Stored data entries
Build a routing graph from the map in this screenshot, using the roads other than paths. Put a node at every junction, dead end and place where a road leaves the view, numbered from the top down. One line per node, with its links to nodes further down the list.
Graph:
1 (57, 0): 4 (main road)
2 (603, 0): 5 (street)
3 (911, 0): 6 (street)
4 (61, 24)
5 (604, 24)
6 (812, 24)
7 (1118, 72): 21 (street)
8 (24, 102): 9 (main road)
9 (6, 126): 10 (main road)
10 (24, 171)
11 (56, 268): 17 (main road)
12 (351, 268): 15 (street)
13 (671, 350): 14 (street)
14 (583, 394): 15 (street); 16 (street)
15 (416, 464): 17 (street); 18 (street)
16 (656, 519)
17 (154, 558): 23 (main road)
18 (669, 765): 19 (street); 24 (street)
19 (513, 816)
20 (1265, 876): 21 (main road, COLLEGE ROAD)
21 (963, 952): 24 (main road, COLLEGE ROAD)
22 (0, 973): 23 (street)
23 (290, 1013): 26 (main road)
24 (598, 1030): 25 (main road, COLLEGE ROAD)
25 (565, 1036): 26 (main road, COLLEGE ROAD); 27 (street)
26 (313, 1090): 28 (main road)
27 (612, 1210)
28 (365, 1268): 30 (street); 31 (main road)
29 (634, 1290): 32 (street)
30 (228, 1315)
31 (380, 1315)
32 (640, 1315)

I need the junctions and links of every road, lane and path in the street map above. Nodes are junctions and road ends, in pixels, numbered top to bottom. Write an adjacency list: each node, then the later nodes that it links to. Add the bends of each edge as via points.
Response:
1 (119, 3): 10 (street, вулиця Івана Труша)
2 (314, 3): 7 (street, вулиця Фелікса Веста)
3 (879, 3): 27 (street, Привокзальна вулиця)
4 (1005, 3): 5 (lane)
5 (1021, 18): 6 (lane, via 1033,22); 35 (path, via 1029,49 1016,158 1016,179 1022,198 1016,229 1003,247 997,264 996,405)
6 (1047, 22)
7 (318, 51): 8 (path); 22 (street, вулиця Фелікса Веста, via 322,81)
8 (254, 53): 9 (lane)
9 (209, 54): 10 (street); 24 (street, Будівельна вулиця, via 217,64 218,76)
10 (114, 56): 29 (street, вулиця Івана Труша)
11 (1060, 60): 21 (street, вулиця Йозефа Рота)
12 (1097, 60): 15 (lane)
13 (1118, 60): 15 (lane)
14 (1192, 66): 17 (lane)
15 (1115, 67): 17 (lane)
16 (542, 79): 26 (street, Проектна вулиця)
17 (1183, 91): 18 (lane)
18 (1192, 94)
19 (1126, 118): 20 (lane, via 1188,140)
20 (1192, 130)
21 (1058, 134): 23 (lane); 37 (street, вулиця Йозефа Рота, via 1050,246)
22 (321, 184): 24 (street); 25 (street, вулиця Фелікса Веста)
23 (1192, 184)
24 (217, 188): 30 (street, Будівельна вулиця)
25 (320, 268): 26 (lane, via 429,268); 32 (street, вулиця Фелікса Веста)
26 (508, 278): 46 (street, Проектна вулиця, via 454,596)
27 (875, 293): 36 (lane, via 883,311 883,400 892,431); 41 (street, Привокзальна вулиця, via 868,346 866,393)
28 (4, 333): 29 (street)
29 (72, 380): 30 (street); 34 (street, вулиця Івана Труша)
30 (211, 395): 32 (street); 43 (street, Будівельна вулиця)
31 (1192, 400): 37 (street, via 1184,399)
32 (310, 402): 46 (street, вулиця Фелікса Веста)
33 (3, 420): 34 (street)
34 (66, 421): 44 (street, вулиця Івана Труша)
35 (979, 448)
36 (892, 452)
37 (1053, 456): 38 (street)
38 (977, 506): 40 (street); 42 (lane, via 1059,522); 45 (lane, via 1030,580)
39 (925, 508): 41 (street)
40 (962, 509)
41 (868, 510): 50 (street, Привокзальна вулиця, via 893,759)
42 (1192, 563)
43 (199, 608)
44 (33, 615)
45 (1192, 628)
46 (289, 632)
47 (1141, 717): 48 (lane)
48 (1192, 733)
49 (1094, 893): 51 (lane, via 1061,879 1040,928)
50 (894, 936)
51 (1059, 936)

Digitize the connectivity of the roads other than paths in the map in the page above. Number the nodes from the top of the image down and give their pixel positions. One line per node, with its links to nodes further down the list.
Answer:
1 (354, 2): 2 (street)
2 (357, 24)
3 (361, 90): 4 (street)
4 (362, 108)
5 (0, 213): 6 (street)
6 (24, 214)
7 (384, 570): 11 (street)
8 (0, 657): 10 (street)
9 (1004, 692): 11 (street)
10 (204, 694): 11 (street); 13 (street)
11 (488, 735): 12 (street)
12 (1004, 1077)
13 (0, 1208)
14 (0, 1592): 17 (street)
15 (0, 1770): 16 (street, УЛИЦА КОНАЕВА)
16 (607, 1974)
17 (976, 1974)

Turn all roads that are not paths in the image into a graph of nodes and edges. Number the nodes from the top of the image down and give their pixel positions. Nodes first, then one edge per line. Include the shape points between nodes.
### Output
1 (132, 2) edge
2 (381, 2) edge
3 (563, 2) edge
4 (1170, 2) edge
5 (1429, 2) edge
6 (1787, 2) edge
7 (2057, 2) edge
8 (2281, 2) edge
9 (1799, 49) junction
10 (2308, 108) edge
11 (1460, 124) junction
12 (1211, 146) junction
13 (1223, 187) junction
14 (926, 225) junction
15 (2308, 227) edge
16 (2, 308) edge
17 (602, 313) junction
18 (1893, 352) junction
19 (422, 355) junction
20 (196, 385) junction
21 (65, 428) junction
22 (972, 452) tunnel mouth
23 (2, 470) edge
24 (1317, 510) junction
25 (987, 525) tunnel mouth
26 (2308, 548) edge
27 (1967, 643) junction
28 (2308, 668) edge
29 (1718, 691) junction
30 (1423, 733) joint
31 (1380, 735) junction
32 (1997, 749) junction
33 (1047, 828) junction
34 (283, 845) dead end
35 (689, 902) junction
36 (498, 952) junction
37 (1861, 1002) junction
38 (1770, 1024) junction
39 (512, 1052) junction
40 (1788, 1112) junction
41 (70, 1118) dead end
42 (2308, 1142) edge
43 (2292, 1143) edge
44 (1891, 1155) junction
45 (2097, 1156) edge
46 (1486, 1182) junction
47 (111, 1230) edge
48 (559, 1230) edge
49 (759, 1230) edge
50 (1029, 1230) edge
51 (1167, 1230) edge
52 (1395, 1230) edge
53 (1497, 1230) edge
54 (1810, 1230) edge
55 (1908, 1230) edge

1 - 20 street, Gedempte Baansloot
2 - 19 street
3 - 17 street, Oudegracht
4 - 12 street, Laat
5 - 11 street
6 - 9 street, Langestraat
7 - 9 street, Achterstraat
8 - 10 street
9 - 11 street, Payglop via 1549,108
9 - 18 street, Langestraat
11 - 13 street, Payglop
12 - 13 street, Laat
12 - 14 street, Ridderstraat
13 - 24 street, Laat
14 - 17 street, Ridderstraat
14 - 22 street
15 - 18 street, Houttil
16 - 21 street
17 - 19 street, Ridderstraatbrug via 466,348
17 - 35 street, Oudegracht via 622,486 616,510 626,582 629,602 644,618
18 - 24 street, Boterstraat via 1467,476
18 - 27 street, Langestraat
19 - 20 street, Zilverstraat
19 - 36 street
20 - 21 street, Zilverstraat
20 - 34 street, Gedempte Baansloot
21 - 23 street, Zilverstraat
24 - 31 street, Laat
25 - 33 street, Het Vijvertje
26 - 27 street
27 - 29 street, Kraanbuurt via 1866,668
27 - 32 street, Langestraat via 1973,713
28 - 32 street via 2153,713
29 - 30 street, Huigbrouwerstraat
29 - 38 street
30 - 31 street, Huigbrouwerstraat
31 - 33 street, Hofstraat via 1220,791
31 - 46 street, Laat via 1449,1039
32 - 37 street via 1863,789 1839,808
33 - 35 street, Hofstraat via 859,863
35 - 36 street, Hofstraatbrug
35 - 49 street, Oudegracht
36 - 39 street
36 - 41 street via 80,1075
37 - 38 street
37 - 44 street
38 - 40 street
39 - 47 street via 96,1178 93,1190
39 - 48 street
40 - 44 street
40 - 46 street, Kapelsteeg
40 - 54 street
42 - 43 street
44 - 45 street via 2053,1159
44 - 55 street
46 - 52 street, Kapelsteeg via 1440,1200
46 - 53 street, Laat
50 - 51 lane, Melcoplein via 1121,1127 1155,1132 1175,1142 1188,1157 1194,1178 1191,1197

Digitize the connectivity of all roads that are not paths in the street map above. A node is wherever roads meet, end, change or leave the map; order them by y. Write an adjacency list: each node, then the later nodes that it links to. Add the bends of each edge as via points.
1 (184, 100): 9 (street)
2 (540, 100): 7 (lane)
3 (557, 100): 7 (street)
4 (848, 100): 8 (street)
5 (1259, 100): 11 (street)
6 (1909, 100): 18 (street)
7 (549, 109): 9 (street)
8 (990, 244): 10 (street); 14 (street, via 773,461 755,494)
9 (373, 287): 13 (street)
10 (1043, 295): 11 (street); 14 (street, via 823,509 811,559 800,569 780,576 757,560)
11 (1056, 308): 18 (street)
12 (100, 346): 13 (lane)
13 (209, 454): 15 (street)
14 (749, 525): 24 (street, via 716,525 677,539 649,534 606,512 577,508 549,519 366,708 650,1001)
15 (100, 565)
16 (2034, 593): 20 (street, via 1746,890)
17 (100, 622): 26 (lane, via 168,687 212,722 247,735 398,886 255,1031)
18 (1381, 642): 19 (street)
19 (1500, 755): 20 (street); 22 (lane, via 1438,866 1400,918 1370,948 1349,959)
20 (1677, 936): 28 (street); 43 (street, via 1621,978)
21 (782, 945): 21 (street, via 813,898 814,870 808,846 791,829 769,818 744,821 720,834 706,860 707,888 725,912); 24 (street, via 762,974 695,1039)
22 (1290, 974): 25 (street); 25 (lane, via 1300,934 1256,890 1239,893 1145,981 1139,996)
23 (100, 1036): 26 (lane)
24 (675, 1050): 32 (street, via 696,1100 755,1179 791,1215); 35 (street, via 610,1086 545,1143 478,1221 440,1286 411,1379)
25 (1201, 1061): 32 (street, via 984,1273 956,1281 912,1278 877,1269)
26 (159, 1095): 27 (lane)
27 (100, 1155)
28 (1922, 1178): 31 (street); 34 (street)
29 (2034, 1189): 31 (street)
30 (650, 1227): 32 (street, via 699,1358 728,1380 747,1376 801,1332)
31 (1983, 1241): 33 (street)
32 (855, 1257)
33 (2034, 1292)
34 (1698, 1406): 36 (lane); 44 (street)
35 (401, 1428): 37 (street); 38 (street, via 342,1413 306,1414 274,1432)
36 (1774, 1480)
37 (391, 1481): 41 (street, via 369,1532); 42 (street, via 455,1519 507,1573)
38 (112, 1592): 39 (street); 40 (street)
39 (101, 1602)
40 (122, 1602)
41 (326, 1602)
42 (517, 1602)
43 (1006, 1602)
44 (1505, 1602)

• TASK OBJECTIVE:
Out of the data above, set down the lines from the one with "Digitize the connectivity of the" to the one with "Turn all roads", both included, exactly as written and with no additions.

• RESULT FOR THIS TASK:
Digitize the connectivity of the roads other than paths in the map in the page above. Number the nodes from the top of the image down and give their pixel positions. One line per node, with its links to nodes further down the list.
Answer:
1 (354, 2): 2 (street)
2 (357, 24)
3 (361, 90): 4 (street)
4 (362, 108)
5 (0, 213): 6 (street)
6 (24, 214)
7 (384, 570): 11 (street)
8 (0, 657): 10 (street)
9 (1004, 692): 11 (street)
10 (204, 694): 11 (street); 13 (street)
11 (488, 735): 12 (street)
12 (1004, 1077)
13 (0, 1208)
14 (0, 1592): 17 (street)
15 (0, 1770): 16 (street, УЛИЦА КОНАЕВА)
16 (607, 1974)
17 (976, 1974)

Turn all roads that are not paths in the image into a graph of nodes and edges. Number the nodes from the top of the image down and give their pixel positions. Nodes first, then one edge per line. Include the shape points between nodes.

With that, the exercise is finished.